Up Selling / Cross Selling Analysis Schema with Python
Overview¶
We begin with the overview from this slide. After downloading the data based on instructions in iykra web. The outline as follows:
- ## 1. Read the Data
- ## 2. Plotting the Data
- ## 3. Summary Data
- ## 4. Correlation Analysis
- ## 5. Regression Analysis
- ## 6. Summary
1. Read the Data¶
You can download the data from through this link : This data is transactional data from burger outlet
import csv
import pandas as pd
import numpy as np
#plotting
import matplotlib.pyplot as plt
import seaborn as sns
import IPython.display as ipd
import librosa.display
import plotly.offline as py
py.init_notebook_mode(connected=True)
import plotly.graph_objs as go
import plotly.tools as tls
from IPython.core.interactiveshell import InteractiveShell
InteractiveShell.ast_node_interactivity = "all"
from IPython.display import display,HTML
CSS = """
.output {
flex-direction : row;
}
"""
HTML('<style>{}</style>'.format(CSS))
data = pd.read_csv('Static Dataset Transaction - Burger Star (Outlet A).csv')
data.head()
data = data.sort_values(['Amount Burger','Amount Drink'], ascending = False)

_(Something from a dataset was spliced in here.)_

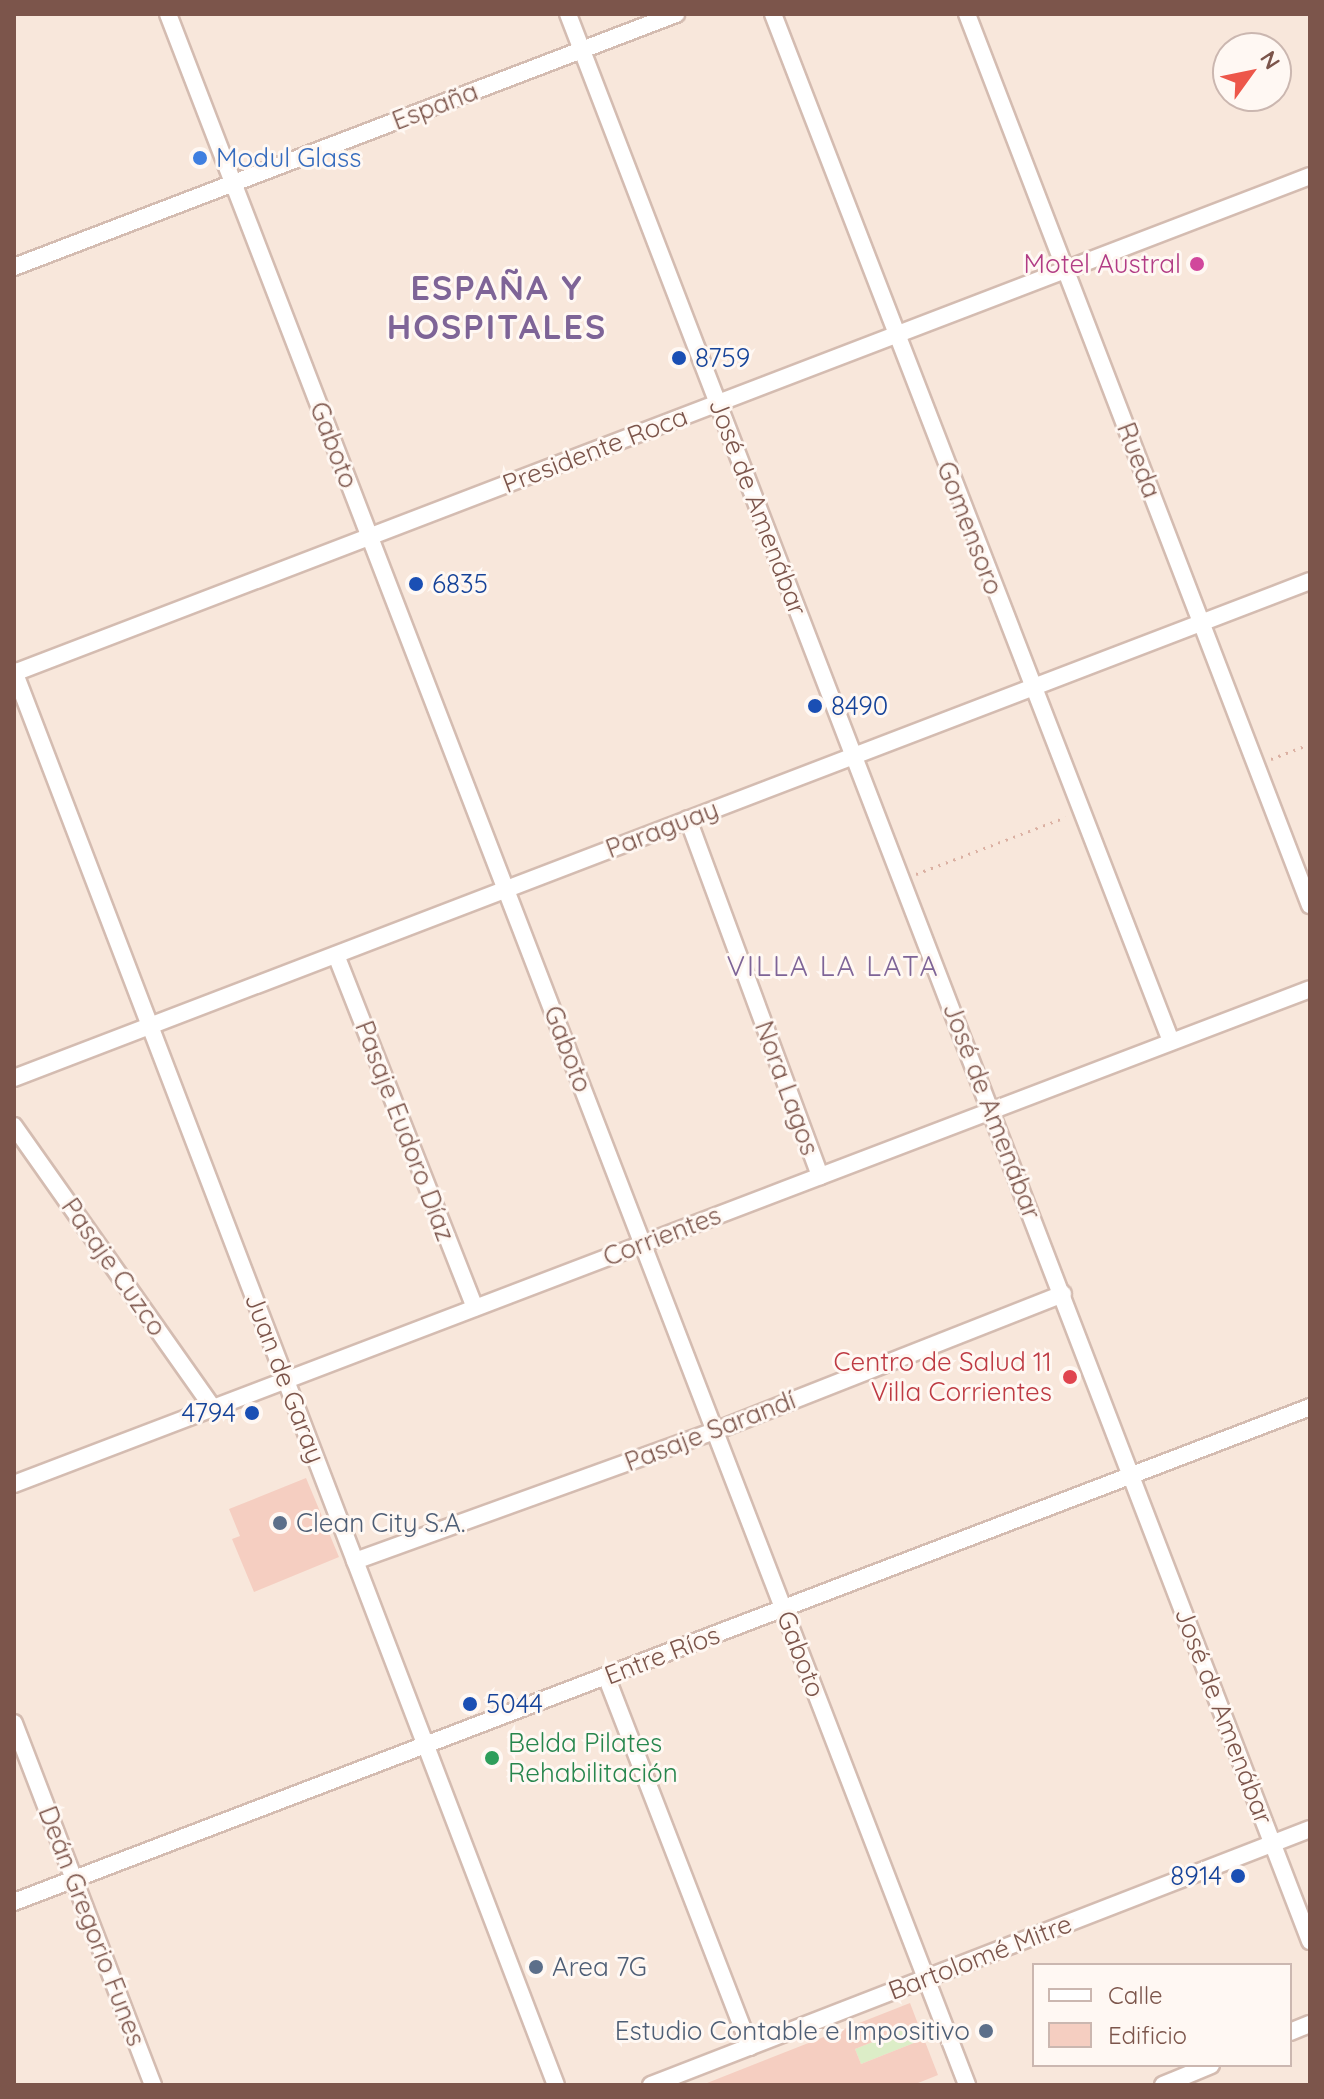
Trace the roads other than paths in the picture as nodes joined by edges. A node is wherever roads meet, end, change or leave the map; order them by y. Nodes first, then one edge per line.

The data is consists of several feature as follows :¶
- Transaction time
- Burger type
- Burger code
- Burger amount
- Drink type
- Drink code
- Drink Amount
- Gender
- Payment Method
Here is the metadata that given by default from the csv file. On the next session, We have to modify some type of feature with domain knowledge that we have. For instance, Gender have to be categorical one (or object). This session is to get a proper intuition and interpretation from the data.
data.dtypes
For the following session, we plot the data to get the sense of the data and know what analysis we have to create¶
2. Plotting the data¶
data['hour'] = data['Timestamp'].str[:2].astype(int)
data['trx'] = 1
import statsmodels.api as sm
import numpy as np
import matplotlib.pyplot as plt
fig = plt.figure(figsize=(15,8))
plt.scatter(data['Amount Burger'], data['Amount Drink'], color='red')

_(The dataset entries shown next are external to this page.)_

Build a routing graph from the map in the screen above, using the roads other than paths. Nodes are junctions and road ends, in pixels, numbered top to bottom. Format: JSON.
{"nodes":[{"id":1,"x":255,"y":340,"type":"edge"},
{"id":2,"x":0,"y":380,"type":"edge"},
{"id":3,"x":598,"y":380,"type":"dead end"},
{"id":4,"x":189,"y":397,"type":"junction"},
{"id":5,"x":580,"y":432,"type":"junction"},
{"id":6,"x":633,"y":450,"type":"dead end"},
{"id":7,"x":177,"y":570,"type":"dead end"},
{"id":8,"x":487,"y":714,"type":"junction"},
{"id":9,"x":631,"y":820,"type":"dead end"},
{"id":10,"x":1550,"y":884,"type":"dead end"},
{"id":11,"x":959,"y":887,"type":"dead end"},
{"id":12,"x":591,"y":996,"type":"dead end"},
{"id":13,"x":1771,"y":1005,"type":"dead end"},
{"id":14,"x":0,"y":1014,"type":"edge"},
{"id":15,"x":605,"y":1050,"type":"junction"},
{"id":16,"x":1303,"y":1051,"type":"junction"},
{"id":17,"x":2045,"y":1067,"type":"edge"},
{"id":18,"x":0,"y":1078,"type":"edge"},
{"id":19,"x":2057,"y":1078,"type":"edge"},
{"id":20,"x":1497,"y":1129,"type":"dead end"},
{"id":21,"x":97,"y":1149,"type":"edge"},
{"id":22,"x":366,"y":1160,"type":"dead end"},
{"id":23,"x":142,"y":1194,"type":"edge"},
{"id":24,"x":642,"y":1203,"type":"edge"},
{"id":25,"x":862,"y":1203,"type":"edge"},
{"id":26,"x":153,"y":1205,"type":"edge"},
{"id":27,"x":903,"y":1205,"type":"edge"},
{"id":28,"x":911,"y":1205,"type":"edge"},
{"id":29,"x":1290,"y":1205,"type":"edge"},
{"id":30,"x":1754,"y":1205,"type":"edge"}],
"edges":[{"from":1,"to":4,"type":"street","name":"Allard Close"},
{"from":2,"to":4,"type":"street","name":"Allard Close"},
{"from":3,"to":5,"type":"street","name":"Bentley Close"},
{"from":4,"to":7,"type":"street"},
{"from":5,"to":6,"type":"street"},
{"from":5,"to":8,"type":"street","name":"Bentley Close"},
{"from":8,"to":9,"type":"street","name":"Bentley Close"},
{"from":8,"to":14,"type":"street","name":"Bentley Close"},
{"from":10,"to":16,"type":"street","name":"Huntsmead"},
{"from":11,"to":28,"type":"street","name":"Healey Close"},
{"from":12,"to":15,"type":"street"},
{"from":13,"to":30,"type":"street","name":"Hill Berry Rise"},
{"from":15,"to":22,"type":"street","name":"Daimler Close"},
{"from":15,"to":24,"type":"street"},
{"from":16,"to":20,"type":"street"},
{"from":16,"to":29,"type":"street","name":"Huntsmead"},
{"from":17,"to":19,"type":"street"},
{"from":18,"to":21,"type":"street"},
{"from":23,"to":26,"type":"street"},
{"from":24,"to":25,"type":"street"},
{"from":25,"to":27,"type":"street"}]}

fig.suptitle('Amount Burger Vs Amount Drink', fontsize=20)
plt.xlabel('Amount Burger', fontsize=14)
plt.ylabel('Amount Drink', fontsize=14)
plt.grid(False)
plt.show();
From the chart above, we hardly found the linear relationship between Amount Drink and Amount Burger. Since The amount of burger does not change linearly as amount drink change. But we know that, sum of the customers order more than one burger for one drink. It can be customer bring their own drink, or just take away order. For further, may be we can create the cross selling package for increase the revenue of this outlet
Next, we want to see the composition of the burger type by number of transactions. For further research, we can conduct upselling or crosseling by the type of burger
Aggregating the data based on the type of burger¶
#Type burger yang paling banyak dibeli
burger = data.groupby(['Type Burger'])['trx'].sum().reset_index().sort_values(['trx'],ascending=False).reset_index(drop=True)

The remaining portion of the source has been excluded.